Exercise prompt: Within the listing, each line that has the string "RONETSBACHSTRASSE" should be copied.

Material provided:

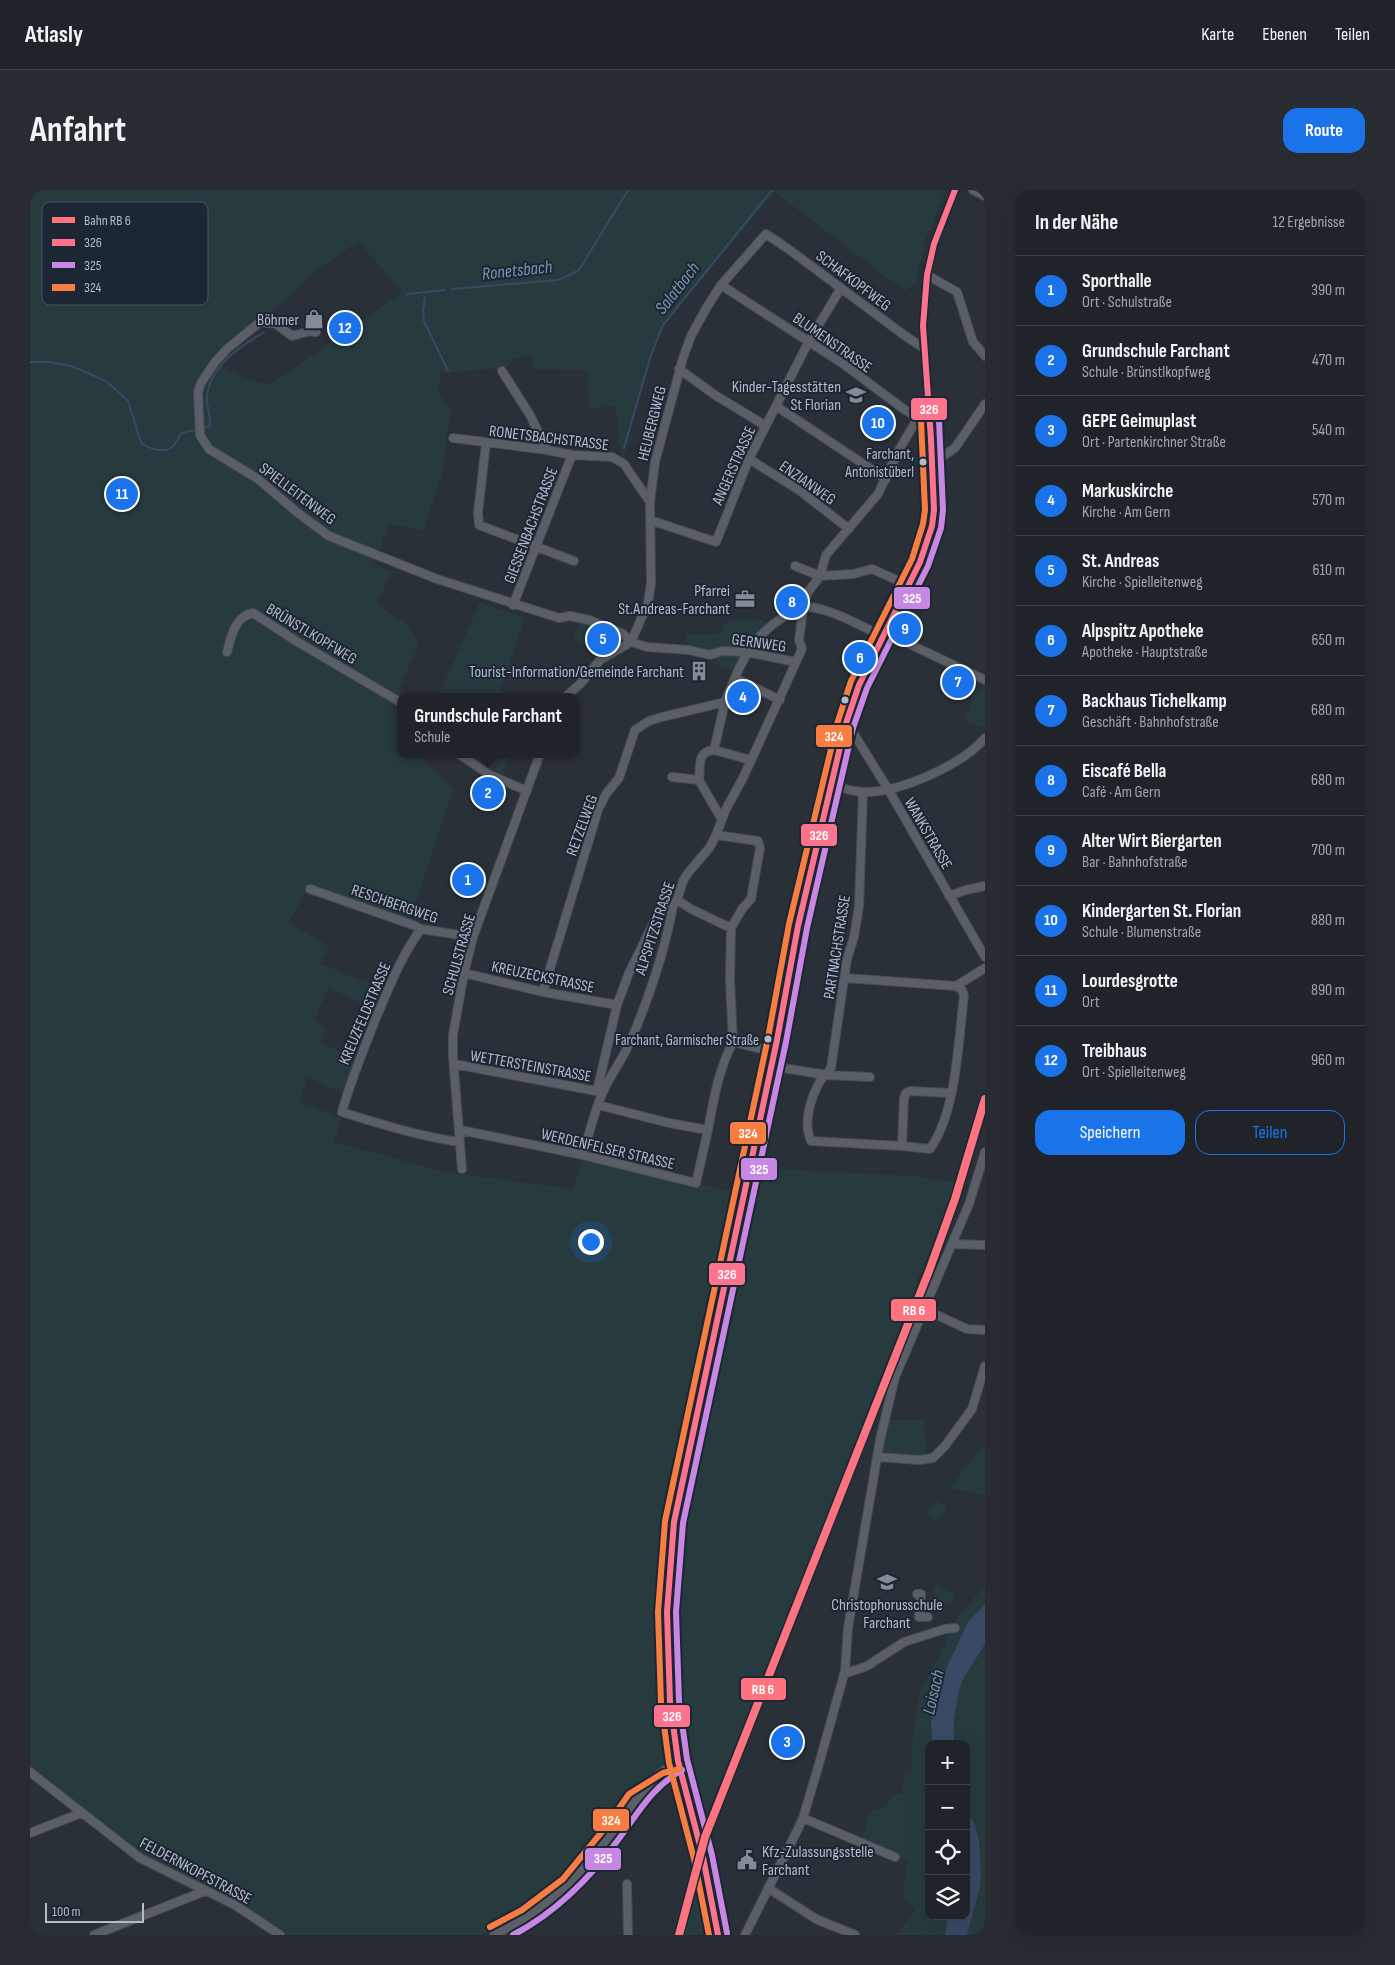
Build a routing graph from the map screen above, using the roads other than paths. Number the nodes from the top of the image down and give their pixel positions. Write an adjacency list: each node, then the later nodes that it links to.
1 (955, 190): 5 (street)
2 (973, 190): 3 (street)
3 (985, 196)
4 (766, 234): 6 (street, HEUBERGWEG); 7 (street, SCHAFKOPFWEG)
5 (927, 275): 10 (street); 11 (street)
6 (721, 285): 9 (street, BLUMENSTRASSE); 12 (street, HEUBERGWEG)
7 (842, 288): 9 (street, ANGERSTRASSE); 10 (street, SCHAFKOPFWEG)
8 (316, 332): 34 (street, SPIELLEITENWEG)
9 (810, 341): 15 (street, ANGERSTRASSE); 16 (street, BLUMENSTRASSE)
10 (925, 349): 17 (street)
11 (985, 356)
12 (679, 369): 18 (street); 26 (street, HEUBERGWEG)
13 (502, 371): 21 (street)
14 (985, 404): 23 (street)
15 (776, 406): 18 (street, ANGERSTRASSE); 25 (street)
16 (918, 418): 17 (street, BLUMENSTRASSE); 25 (street, ALPSPITZSTRASSE)
17 (930, 420): 23 (street)
18 (766, 426): 24 (street, ANGERSTRASSE)
19 (453, 438): 20 (street, RONETSBACHSTRASSE)
20 (486, 443): 21 (street, RONETSBACHSTRASSE); 29 (street)
21 (547, 450): 22 (street, RONETSBACHSTRASSE)
22 (572, 456): 26 (street, RONETSBACHSTRASSE); 29 (street, GIESSENBACHSTRASSE)
23 (931, 457): 33 (street)
24 (749, 459): 27 (street, ANGERSTRASSE); 28 (street, ENZIANWEG)
25 (886, 479): 28 (street, ALPSPITZSTRASSE)
26 (650, 502): 27 (street, HEUBERGWEG)
27 (650, 520): 37 (street, HEUBERGWEG)
28 (849, 529): 32 (street, ALPSPITZSTRASSE)
29 (536, 546): 30 (street); 34 (street, GIESSENBACHSTRASSE)
30 (574, 560)
31 (795, 566): 32 (street)
32 (820, 576): 33 (street); 35 (street, ALPSPITZSTRASSE)
33 (908, 585): 36 (street)
34 (513, 605): 37 (street, SPIELLEITENWEG)
35 (805, 607): 36 (street); 39 (street); 40 (street, ALPSPITZSTRASSE)
36 (883, 634): 42 (street); 47 (street)
37 (631, 642): 39 (street, GERNWEG); 43 (street)
38 (227, 652): 44 (street, BRÜNSTLKOPFWEG)
39 (747, 652): 40 (street, GERNWEG); 41 (street)
40 (796, 662): 45 (street, ALPSPITZSTRASSE)
41 (735, 678): 45 (street); 46 (street)
42 (985, 680)
43 (570, 693)
44 (397, 700)
45 (780, 700): 52 (street, ALPSPITZSTRASSE)
46 (725, 702): 49 (street); 73 (street, RETZELWEG)
47 (845, 726): 55 (street); 56 (street, WANKSTRASSE)
48 (985, 738): 56 (street)
49 (714, 750): 52 (street); 54 (street)
50 (465, 758): 57 (street)
51 (539, 758): 57 (street, SCHULSTRASSE)
52 (751, 760): 59 (street, ALPSPITZSTRASSE)
53 (672, 777): 54 (street)
54 (699, 780): 59 (street)
55 (830, 785): 58 (street); 76 (street)
56 (888, 789): 58 (street); 63 (street, WANKSTRASSE)
57 (527, 791): 67 (street, SCHULSTRASSE)
58 (863, 792): 71 (street, PARTNACHSTRASSE)
59 (722, 820): 60 (street, ALPSPITZSTRASSE)
60 (716, 835): 64 (street, ALPSPITZSTRASSE); 65 (street)
61 (985, 886): 63 (street)
62 (310, 889): 66 (street, RESCHBERGWEG)
63 (949, 896): 68 (street, WANKSTRASSE)
64 (675, 903): 65 (street); 74 (street); 81 (street, ALPSPITZSTRASSE)
65 (731, 928): 75 (street)
66 (421, 929): 67 (street, RESCHBERGWEG); 86 (street, KREUZFELDSTRASSE)
67 (473, 937): 70 (street, SCHULSTRASSE)
68 (985, 957)
69 (985, 968): 72 (street)
70 (464, 973): 73 (street, KREUZECKSTRASSE); 77 (street, SCHULSTRASSE)
71 (845, 978): 72 (street); 79 (street, PARTNACHSTRASSE)
72 (956, 986): 82 (street)
73 (543, 992): 74 (street, KREUZECKSTRASSE)
74 (616, 1006): 81 (street)
75 (732, 1042): 76 (street); 85 (street)
76 (774, 1052): 78 (street)
77 (454, 1064): 81 (street, WETTERSTEINSTRASSE); 84 (street, SCHULSTRASSE)
78 (771, 1066): 79 (street); 101 (street)
79 (827, 1075): 80 (street); 87 (street, PARTNACHSTRASSE)
80 (870, 1076)
81 (600, 1092): 83 (street, ALPSPITZSTRASSE)
82 (951, 1093): 87 (street); 87 (street)
83 (598, 1105): 85 (street, WETTERSTEINSTRASSE); 89 (street, ALPSPITZSTRASSE)
84 (460, 1130): 86 (street, SCHULSTRASSE); 89 (street, WERDENFELSER STRASSE)
85 (708, 1130): 89 (street, WERDENFELSER STRASSE)
86 (459, 1142): 90 (street, SCHULSTRASSE)
87 (902, 1146)
88 (985, 1152): 91 (street)
89 (583, 1154)
90 (462, 1169)
91 (952, 1244): 92 (street); 93 (street)
92 (985, 1245)
93 (924, 1309): 94 (street); 96 (street)
94 (985, 1330)
95 (985, 1366): 96 (street)
96 (877, 1457): 100 (street)
97 (917, 1594): 98 (street)
98 (928, 1617)
99 (955, 1628): 100 (street)
100 (844, 1674): 106 (street)
101 (678, 1762): 103 (street); 104 (street)
102 (30, 1772): 105 (street, FELDERNKOPFSTRASSE)
103 (682, 1778): 104 (street); 117 (street)
104 (634, 1800): 115 (street)
105 (81, 1813): 107 (street); 111 (street, FELDERNKOPFSTRASSE)
106 (803, 1818): 108 (street); 110 (street)
107 (30, 1833)
108 (895, 1857)
109 (627, 1884): 116 (street)
110 (768, 1888): 112 (street); 118 (street)
111 (205, 1891): 113 (street); 114 (street, FELDERNKOPFSTRASSE)
112 (744, 1934)
113 (94, 1935)
114 (280, 1935)
115 (494, 1935)
116 (628, 1935)
117 (718, 1935)
118 (855, 1935)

Expected output:
19 (453, 438): 20 (street, RONETSBACHSTRASSE)
20 (486, 443): 21 (street, RONETSBACHSTRASSE); 29 (street)
21 (547, 450): 22 (street, RONETSBACHSTRASSE)
22 (572, 456): 26 (street, RONETSBACHSTRASSE); 29 (street, GIESSENBACHSTRASSE)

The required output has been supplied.